Family Blue Cave Tour: A Practical Guide for Parents
A real-world guide to taking your family on the Blue Cave 5 Island Tour from Split — age ranges that work, what to bring, how to manage a 10-hour day with children, and group vs private for families.
By Paolo (Skipper) · 7 min read · Updated 2026-05-23
Who this tour works for
The Blue Cave 5 Island Tour works for families with children 8 and up. The minimum age is 5, but 8 is when the day genuinely fits the child rather than the child enduring the day. Teenagers love it almost without exception.
For families with one child under 8 and others older: think carefully. Sometimes the right answer is to do the Blue Lagoon half-day with the whole family and let the older kids do an additional Blue Cave day with one parent.
For families with children under 5: choose the Blue Lagoon and Trogir half-day instead. The Blue Cave is too long and too exposed.
The honest day shape
Wake at 06:00 or 06:30. Quick breakfast at the hotel. Walk or taxi to the marina by 07:15 for a 07:30 departure. The morning is the easiest part for kids — they are fresh.
Two-hour crossing to Biševo. Most kids spend it spotting the horizon, dolphin-watching, and listening to the engine. Some sleep. Few get bored if they are 8 or older.
Cave visit, then Stiniva swim, then Budikovac swim, then Hvar lunch, then Pakleni swim, then return ride. Roughly two and a half hours total in the water across the day.
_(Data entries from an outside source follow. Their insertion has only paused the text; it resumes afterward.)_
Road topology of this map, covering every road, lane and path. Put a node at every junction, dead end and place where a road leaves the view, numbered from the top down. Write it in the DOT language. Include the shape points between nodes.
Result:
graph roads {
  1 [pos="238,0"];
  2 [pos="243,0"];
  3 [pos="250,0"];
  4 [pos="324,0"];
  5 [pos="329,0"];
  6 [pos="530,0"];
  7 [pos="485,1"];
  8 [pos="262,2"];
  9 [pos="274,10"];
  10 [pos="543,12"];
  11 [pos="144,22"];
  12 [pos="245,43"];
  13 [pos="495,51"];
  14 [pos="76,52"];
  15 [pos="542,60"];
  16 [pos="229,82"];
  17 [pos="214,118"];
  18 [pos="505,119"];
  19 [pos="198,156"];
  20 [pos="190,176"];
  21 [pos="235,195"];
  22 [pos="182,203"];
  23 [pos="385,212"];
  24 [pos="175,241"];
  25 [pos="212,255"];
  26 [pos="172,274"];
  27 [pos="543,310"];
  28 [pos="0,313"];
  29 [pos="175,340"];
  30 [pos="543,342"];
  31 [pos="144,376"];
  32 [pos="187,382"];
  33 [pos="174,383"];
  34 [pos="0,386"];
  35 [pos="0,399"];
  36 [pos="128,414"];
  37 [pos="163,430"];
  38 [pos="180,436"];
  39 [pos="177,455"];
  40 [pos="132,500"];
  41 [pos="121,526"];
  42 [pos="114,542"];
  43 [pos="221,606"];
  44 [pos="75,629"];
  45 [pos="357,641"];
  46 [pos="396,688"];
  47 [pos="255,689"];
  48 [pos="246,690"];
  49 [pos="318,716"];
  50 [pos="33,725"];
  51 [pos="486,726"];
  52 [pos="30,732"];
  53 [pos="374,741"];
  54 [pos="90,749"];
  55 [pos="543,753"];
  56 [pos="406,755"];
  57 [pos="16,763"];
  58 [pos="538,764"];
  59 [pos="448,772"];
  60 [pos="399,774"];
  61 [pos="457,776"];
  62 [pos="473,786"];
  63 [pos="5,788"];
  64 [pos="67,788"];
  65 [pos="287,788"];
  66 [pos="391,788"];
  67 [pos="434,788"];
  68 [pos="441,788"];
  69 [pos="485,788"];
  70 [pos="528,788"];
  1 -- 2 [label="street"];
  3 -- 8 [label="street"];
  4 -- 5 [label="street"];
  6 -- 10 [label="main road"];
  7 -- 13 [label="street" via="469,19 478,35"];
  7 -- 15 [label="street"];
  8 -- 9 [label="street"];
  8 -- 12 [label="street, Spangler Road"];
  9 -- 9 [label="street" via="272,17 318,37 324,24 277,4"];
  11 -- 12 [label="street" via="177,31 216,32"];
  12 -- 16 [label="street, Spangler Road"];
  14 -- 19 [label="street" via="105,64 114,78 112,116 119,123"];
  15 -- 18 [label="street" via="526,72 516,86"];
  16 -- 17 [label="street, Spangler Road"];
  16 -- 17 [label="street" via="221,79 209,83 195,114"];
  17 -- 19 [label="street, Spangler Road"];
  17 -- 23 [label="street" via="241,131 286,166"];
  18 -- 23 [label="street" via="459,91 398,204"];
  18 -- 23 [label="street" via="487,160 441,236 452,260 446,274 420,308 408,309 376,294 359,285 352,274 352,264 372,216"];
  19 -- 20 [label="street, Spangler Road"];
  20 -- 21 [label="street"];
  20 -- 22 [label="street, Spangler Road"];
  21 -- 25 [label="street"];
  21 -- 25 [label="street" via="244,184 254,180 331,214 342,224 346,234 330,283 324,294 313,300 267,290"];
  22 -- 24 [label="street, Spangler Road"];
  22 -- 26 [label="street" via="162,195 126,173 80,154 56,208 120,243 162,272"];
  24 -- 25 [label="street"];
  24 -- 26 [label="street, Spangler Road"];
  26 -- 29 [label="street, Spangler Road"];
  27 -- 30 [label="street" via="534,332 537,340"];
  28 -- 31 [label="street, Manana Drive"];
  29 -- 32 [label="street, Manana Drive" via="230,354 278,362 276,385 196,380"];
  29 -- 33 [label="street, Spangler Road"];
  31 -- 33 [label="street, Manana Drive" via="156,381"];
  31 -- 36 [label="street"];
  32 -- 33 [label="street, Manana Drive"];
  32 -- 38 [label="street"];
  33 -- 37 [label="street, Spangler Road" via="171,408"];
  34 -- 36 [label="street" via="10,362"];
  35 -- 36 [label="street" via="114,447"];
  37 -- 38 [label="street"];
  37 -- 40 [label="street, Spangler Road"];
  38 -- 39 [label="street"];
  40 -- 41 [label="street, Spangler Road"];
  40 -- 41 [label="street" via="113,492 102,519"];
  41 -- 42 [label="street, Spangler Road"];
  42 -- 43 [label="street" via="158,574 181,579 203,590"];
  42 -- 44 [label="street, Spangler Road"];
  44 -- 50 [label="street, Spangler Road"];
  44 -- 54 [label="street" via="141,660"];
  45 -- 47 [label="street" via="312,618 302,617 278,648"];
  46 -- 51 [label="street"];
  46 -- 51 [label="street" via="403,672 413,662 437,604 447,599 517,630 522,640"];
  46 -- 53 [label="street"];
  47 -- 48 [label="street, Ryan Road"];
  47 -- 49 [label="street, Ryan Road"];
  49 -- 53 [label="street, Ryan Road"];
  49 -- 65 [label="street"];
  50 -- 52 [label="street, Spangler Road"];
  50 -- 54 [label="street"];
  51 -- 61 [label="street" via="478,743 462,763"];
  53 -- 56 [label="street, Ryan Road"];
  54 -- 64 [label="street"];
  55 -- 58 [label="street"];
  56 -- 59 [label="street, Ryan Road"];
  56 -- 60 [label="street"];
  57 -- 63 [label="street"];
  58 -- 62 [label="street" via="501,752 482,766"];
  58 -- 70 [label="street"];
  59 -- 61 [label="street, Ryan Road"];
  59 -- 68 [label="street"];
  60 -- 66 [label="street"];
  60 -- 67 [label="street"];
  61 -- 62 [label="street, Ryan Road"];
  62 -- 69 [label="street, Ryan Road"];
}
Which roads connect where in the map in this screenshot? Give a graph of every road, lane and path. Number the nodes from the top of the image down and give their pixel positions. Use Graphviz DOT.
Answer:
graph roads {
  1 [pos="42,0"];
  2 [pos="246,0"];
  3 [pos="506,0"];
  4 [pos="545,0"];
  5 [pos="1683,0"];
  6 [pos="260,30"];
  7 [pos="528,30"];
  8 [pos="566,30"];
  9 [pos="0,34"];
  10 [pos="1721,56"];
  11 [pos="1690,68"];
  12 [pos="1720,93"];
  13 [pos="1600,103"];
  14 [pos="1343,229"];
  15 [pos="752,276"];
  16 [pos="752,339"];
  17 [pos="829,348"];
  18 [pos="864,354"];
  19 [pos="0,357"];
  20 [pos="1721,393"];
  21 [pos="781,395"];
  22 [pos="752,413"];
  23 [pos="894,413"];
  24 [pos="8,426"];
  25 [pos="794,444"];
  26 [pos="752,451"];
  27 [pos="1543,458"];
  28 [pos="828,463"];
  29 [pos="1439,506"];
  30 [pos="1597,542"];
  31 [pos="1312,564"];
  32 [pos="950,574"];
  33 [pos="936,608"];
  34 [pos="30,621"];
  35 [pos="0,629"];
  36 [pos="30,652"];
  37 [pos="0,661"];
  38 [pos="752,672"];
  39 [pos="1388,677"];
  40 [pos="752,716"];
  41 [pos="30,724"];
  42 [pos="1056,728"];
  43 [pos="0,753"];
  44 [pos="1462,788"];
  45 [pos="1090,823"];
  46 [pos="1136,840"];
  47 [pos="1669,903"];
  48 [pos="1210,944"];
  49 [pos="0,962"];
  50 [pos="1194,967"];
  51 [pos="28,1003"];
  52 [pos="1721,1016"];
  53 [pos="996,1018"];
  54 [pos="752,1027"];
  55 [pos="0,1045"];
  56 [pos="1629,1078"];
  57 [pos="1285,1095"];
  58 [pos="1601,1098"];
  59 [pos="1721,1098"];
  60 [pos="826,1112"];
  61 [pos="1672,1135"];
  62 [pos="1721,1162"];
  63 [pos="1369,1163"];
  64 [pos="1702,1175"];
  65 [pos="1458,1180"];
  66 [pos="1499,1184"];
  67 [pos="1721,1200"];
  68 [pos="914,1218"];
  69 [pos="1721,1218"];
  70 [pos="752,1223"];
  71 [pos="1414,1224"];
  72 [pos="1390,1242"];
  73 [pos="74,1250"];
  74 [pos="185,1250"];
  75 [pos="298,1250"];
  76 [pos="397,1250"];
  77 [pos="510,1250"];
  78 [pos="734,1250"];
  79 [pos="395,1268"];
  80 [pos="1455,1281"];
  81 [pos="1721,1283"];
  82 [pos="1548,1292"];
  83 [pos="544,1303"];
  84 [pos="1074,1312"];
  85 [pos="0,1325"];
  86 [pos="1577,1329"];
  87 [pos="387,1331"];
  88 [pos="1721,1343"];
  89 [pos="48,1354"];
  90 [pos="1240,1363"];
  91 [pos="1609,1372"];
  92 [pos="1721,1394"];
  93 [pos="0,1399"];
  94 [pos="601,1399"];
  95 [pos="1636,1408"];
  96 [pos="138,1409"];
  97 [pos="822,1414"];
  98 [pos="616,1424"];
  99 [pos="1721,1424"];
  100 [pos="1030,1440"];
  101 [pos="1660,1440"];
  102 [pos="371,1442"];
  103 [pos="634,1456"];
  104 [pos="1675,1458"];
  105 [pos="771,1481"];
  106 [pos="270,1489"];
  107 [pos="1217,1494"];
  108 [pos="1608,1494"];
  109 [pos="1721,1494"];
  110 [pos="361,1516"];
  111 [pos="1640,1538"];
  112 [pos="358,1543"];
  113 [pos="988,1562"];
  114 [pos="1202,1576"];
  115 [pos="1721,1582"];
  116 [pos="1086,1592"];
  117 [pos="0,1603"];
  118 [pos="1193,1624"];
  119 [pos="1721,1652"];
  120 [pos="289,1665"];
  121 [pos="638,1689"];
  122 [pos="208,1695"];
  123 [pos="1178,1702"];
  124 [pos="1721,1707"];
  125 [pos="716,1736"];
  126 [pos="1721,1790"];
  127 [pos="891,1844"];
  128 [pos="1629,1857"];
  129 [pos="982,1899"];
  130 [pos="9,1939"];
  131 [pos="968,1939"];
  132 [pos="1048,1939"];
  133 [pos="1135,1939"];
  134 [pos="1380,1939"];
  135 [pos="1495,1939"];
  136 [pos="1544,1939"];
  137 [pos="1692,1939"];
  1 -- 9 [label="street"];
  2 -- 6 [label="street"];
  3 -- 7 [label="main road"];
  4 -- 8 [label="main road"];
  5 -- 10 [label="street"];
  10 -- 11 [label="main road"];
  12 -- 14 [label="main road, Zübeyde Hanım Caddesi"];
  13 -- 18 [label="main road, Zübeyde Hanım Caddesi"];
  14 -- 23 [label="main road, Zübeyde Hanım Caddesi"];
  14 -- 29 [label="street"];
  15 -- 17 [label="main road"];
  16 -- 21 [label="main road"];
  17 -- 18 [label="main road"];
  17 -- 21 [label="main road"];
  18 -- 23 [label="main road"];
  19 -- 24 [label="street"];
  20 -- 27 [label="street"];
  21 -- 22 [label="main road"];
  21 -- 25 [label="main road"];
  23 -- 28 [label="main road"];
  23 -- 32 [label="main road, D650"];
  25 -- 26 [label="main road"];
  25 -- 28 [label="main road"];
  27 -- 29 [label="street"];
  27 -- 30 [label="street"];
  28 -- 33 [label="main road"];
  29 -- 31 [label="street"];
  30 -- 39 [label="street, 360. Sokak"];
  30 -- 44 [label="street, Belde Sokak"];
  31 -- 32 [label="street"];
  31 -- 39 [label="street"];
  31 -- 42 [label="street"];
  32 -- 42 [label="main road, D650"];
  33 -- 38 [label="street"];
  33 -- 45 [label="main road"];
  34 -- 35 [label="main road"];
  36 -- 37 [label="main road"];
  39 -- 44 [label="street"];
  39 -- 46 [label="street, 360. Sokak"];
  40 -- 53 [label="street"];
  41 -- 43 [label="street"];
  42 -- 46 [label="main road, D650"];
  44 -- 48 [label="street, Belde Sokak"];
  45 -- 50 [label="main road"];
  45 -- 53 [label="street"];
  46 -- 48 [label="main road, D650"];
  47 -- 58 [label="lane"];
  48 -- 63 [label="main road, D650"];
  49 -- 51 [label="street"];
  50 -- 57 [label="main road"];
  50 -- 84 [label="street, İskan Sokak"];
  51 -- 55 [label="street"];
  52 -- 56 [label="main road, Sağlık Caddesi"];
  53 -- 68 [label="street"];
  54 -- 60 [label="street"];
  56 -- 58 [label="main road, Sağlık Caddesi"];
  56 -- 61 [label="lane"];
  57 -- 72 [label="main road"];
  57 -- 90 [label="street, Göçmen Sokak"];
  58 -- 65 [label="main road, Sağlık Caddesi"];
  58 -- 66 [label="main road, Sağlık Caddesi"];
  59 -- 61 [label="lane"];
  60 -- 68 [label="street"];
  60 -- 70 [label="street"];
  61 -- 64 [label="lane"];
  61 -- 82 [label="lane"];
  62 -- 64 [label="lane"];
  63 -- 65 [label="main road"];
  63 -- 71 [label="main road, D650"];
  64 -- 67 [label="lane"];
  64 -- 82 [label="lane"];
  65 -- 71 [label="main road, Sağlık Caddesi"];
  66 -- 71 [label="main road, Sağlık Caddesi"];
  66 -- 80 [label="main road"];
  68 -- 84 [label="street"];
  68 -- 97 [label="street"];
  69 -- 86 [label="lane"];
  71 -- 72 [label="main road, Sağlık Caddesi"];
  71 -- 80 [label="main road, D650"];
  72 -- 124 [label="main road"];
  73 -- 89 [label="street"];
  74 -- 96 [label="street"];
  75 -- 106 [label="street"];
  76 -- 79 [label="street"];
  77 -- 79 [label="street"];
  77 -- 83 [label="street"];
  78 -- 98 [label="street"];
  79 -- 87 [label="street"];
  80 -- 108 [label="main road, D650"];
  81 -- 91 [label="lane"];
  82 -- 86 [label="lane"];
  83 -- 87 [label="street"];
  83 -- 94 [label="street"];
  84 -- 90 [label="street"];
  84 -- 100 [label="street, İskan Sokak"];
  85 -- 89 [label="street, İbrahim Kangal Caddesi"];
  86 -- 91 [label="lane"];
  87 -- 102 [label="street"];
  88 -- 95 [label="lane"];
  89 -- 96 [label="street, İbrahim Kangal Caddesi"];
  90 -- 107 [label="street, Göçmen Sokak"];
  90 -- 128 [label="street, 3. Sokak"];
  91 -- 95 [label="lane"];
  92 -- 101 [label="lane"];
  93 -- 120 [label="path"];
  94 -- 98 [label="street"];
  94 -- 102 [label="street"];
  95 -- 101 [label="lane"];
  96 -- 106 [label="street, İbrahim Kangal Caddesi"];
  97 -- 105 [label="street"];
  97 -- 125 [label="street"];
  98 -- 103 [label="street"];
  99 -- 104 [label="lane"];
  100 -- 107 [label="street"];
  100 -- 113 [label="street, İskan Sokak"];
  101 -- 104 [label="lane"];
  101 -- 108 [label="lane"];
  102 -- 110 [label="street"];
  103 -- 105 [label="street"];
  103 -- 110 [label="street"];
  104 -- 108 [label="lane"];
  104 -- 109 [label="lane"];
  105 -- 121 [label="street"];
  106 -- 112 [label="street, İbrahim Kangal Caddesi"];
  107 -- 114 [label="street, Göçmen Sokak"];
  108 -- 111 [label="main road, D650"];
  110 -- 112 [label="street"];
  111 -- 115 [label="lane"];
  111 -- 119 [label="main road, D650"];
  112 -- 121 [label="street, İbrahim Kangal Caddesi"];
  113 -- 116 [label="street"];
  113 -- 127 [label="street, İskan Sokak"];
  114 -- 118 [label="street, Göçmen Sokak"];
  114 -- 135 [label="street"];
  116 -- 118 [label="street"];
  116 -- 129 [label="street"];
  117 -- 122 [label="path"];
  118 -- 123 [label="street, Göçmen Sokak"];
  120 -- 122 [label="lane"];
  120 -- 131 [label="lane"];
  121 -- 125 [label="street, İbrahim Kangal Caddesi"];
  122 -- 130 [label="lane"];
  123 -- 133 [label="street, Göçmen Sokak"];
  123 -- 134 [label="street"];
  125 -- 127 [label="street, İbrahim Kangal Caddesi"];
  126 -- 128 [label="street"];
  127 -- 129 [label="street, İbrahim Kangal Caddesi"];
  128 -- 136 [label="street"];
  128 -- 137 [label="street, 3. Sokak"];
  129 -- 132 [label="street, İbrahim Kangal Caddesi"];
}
Return by 17:30 to 18:00. Children usually fall asleep on the return ride. Dinner that evening should be casual and early.

Sun and heat management
UV swim shirts for children — the most important single piece of equipment. SPF clothing protects without constant sunscreen reapplication.
Sunscreen on faces, ears, and neck before leaving the hotel, reapplied at every stop. The sea reflection doubles the UV.
A hat for every child. Even the wide-brim ones that kids resist. Eight hours outdoors without a hat is a guaranteed burn.
Encourage water continuously. Set a phone reminder for every 30 minutes if needed. Dehydration in children on a boat day happens fast.
Motion sickness and children
Children under 12 are more prone than adults. A motion sickness pill an hour before departure is sensible insurance for any child who has ever felt unwell on car winding roads.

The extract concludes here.